Embrace wonders of winter

I’ve just come through another Atlantic Canada snowstorm.
I’m dug out; found my car and my deck. “Gracie” and I also have recreated our hiking trail somewhat.
The snowblower tractor man has come and gone, and he smiled at me sympathetically as I was on the business end of my snow shovel. I was pretty sure my deck and walk way were under there somewhere—and I was right.
Despite the heavy lifting, “Gracie” and I were in very good spirits. Actually, “Gracie” always is in good spirits. That’s what I like best about her.

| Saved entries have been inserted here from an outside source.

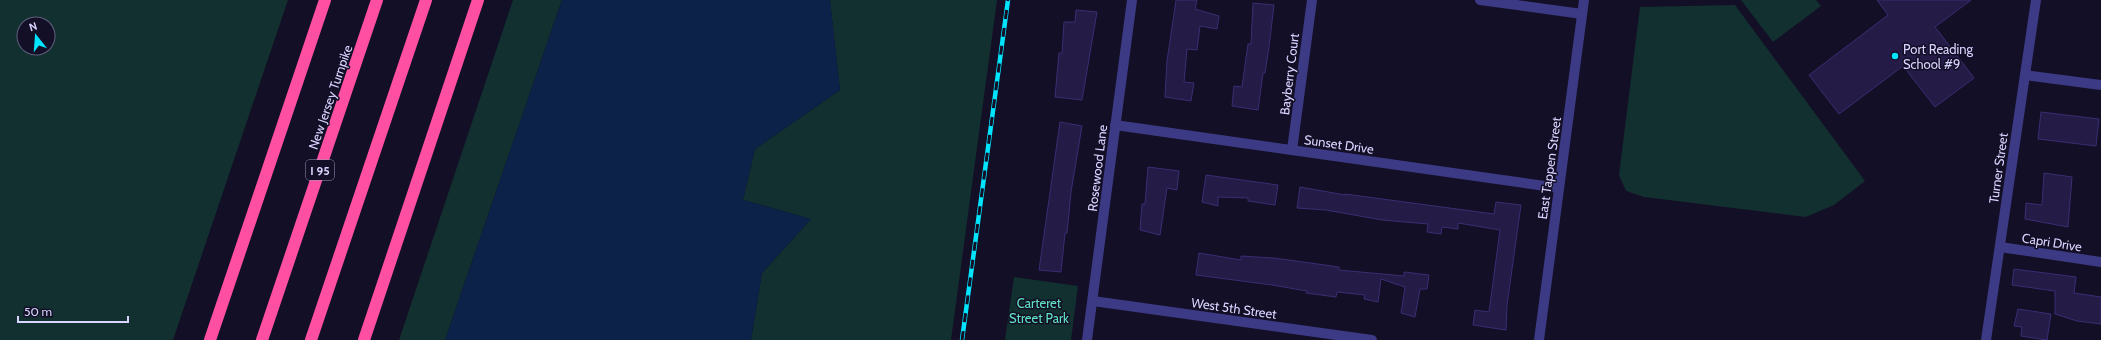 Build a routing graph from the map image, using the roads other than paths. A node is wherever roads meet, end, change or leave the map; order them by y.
1 (325, 0) edge
2 (378, 0) edge
3 (426, 0) edge
4 (478, 0) edge
5 (1132, 0) edge
6 (1312, 0) edge
7 (1480, 0) edge
8 (1584, 0) edge
9 (2036, 0) edge
10 (1582, 14) junction
11 (2025, 75) junction
12 (2101, 84) edge
13 (1115, 125) junction
14 (1292, 150) junction
15 (1559, 188) junction
16 (2000, 247) junction
17 (2101, 262) edge
18 (1093, 301) junction
19 (210, 340) edge
20 (262, 340) edge
21 (311, 340) edge
22 (364, 340) edge
23 (1087, 340) edge
24 (1372, 340) edge
25 (1539, 340) edge
26 (1986, 340) edge

1 - 19 highway
2 - 20 highway, New Jersey Turnpike / I 95
3 - 21 highway
4 - 22 highway
5 - 13 street, Rosewood Lane
6 - 14 street, Bayberry Court
7 - 10 street
8 - 10 street, East Tappen Street
9 - 11 street, Turner Street
10 - 15 street, East Tappen Street
11 - 12 street
11 - 16 street, Turner Street
13 - 14 street, Sunset Drive
13 - 18 street, Rosewood Lane
14 - 15 street, Sunset Drive
15 - 25 street, East Tappen Street
16 - 17 street, Capri Drive
16 - 26 street, Turner Street
18 - 23 street, Rosewood Lane
18 - 24 street, West 5th Street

It was a beautiful day. Everything was covered in fresh clean snow, the temperature moderate, and the sun trying to find a break in the cloud cover. And before my neighbours could hit the switch on their snowblowers, the world was calm and peaceful and serene.
I found myself looking back (as I am inclined to do) and longing for the days of building snow forts on my beloved Bonnie Brae Farm on the Rainy River.
Winter blew her northeast wind over the fields of our farm, picking up snow that the wind then dumped at the crest of our great tobogganing hills.
After a really good storm, with lots of wind and snow, the hill had quite a drift at its top—perfect into which to dig tunnels and forts and terrific sliding paths. The three of us spent hours out there building, digging, laughing, and snowball fighting.
My dad often joined in, using his naturally-acquired engineering skills to create the most fabulous exhilarating flying saucer runs. I ache for those days, when we didn’t worry about the cold or snow up our sleeves or our throbbing toes.
We played; we played until we couldn’t play one more second. Was it a simpler time or is it nostalgia having its way with me.
We had a snow fence that ran in the field the length of the road on which we were the sole occupants. Wilson Road. And the drifts that gathered around the snow fence were another oasis of winter fun.
I spent the entire day “swimming” in the snow the entire length of our road. That’s right, swimming in the snow—on my belly, up and over and down and through the great drifts.
It was beyond fun. It was wonderful. But after following behind me for several hours, my dog gave up and went home without me. I might have been eight or nine.
I remember that day very clearly, as if I had accomplished a great feat, something that mattered. In hindsight it didn’t, but in that moment. . . .
Winter was an invitation then; not a burden, not an endurance test. Winter invited our imaginations while it exercised our stamina to climb back up the hill for one more run.
Winter was about play while everything else—save the clearing of the roads—was at rest. Winter silenced the weeds in the garden, told the alfalfa to go to sleep.
And after the hay bales and pails of crushed barley were dragged to the feeders for the cows and the young bull calves, and the ice was knocked out of the heated water bowls, and the spreading of straw was done, the farm was quiet and fort-building was the only entry on the to-do list.